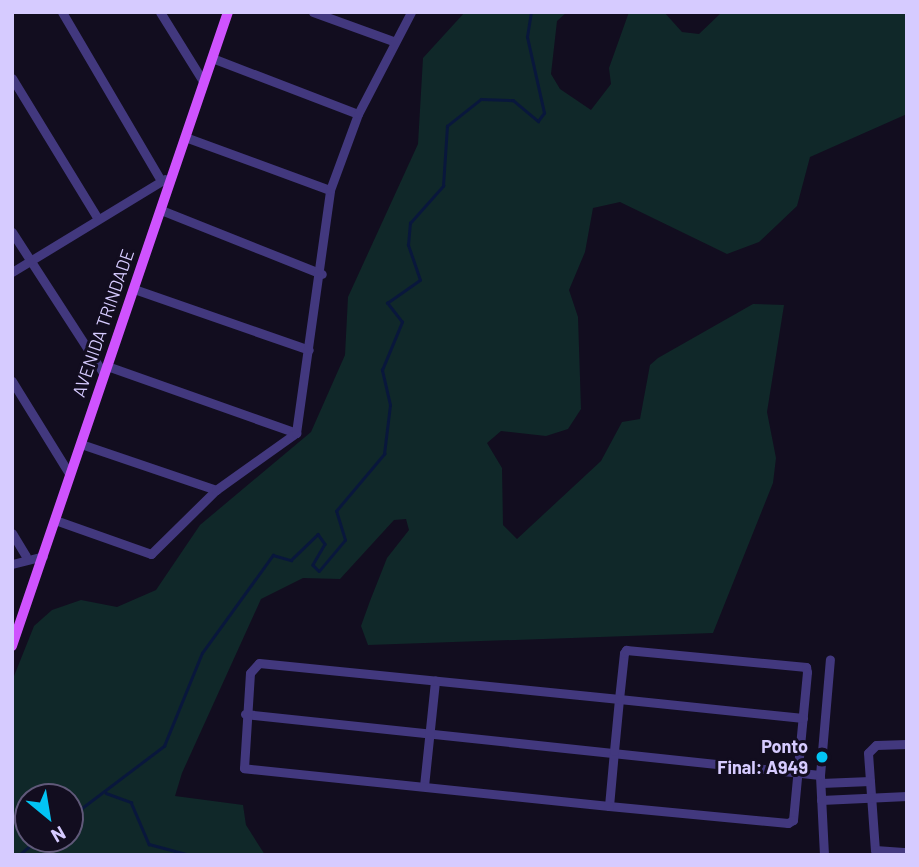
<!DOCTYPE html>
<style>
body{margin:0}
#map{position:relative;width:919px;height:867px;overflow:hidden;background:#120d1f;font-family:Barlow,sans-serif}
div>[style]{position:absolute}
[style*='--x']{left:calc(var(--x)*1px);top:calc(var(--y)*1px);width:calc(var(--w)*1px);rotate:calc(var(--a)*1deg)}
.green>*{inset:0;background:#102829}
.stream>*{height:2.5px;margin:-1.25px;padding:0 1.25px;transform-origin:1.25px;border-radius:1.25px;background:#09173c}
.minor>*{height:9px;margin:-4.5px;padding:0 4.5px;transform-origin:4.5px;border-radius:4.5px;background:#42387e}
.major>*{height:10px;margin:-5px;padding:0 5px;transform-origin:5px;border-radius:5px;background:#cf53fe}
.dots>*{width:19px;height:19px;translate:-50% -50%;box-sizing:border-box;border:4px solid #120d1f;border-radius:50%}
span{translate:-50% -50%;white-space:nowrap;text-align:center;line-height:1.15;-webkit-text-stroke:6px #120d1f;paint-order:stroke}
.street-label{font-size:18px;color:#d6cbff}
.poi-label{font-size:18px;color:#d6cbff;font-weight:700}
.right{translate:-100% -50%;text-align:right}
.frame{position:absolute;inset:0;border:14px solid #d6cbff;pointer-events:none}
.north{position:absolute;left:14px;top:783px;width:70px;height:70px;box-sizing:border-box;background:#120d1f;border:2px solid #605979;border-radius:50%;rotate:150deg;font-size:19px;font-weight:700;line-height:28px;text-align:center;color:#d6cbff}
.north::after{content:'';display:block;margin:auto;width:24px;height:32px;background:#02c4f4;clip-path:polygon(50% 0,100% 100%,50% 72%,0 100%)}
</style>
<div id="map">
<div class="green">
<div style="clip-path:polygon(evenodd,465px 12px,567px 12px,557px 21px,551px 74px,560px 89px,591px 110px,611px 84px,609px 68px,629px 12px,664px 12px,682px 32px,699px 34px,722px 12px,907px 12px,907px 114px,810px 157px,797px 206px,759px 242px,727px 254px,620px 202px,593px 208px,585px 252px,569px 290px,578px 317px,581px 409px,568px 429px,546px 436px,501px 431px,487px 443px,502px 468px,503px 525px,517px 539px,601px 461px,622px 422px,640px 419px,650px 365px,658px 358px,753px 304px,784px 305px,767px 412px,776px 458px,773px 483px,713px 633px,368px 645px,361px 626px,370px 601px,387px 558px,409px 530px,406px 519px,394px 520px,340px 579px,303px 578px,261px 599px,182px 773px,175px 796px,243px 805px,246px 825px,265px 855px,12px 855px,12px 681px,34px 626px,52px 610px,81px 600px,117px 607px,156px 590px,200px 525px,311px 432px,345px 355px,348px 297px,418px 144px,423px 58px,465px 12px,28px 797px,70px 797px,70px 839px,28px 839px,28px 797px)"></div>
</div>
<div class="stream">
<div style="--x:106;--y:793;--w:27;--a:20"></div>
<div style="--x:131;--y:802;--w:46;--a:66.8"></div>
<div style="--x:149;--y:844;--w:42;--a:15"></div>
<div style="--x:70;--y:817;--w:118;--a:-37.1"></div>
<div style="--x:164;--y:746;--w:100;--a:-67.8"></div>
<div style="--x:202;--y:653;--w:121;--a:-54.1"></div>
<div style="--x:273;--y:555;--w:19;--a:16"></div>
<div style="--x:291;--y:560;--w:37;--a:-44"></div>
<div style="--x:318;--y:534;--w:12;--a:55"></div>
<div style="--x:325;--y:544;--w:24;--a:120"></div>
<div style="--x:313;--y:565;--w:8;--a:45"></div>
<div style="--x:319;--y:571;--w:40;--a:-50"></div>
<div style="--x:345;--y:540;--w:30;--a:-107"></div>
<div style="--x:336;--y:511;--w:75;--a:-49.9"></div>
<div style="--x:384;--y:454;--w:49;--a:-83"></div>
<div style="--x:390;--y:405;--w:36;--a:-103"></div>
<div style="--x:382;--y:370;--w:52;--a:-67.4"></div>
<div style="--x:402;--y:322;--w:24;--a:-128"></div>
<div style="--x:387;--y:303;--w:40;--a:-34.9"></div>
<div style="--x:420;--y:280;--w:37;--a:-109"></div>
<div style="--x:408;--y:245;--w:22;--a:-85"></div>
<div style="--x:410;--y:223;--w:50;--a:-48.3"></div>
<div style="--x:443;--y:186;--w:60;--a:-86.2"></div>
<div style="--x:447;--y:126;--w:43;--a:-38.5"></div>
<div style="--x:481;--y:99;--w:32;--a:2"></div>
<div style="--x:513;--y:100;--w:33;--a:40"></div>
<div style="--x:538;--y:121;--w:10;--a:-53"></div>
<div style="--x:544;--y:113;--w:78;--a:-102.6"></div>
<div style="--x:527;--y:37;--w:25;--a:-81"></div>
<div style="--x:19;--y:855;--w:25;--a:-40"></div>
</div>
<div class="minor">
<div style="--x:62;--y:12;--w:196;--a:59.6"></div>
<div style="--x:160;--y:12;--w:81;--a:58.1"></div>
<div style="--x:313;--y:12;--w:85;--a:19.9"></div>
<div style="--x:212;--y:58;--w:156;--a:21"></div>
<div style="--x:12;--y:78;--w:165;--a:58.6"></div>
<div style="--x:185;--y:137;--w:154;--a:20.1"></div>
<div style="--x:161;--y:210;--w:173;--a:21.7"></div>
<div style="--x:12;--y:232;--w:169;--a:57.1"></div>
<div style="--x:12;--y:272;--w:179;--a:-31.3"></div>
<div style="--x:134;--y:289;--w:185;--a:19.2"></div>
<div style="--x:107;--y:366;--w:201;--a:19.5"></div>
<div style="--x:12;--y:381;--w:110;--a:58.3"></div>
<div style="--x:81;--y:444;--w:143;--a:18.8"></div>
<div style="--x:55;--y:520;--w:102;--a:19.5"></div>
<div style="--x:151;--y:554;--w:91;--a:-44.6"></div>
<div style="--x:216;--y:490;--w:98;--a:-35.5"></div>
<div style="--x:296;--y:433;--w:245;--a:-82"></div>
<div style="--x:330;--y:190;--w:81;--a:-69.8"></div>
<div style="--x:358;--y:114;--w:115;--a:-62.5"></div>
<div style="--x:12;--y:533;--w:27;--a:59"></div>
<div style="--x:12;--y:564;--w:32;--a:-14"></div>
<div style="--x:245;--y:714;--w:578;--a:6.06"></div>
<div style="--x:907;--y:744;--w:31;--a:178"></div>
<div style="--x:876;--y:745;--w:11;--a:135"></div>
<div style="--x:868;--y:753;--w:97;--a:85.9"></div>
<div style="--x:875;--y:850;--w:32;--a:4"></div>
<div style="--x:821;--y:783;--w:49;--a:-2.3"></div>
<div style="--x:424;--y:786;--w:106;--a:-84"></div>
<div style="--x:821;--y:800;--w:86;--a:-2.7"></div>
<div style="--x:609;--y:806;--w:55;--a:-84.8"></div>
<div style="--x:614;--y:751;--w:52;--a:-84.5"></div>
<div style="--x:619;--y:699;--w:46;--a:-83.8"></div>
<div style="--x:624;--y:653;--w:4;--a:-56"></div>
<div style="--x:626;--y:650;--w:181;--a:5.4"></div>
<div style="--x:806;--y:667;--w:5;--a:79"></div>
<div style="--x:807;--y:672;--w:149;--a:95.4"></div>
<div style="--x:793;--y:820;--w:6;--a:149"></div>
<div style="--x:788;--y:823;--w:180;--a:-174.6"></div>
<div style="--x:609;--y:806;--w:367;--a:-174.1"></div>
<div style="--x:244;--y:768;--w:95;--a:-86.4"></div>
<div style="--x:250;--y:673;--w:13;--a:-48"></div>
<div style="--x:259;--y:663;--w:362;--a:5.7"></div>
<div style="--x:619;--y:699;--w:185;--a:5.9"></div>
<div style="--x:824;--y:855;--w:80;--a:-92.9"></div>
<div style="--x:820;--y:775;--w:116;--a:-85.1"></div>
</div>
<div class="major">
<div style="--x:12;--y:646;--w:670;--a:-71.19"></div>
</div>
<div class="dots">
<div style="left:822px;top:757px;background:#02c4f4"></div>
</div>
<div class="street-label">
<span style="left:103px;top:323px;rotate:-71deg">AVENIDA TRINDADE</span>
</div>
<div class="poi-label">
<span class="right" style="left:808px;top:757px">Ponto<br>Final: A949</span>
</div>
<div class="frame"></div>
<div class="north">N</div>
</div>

**Assigned task:**
Look through the material for "stream". Copy each line that has it.

**Answer box:**
.stream>*{height:2.5px;margin:-1.25px;padding:0 1.25px;transform-origin:1.25px;border-radius:1.25px;background:#09173c}
<div class="stream">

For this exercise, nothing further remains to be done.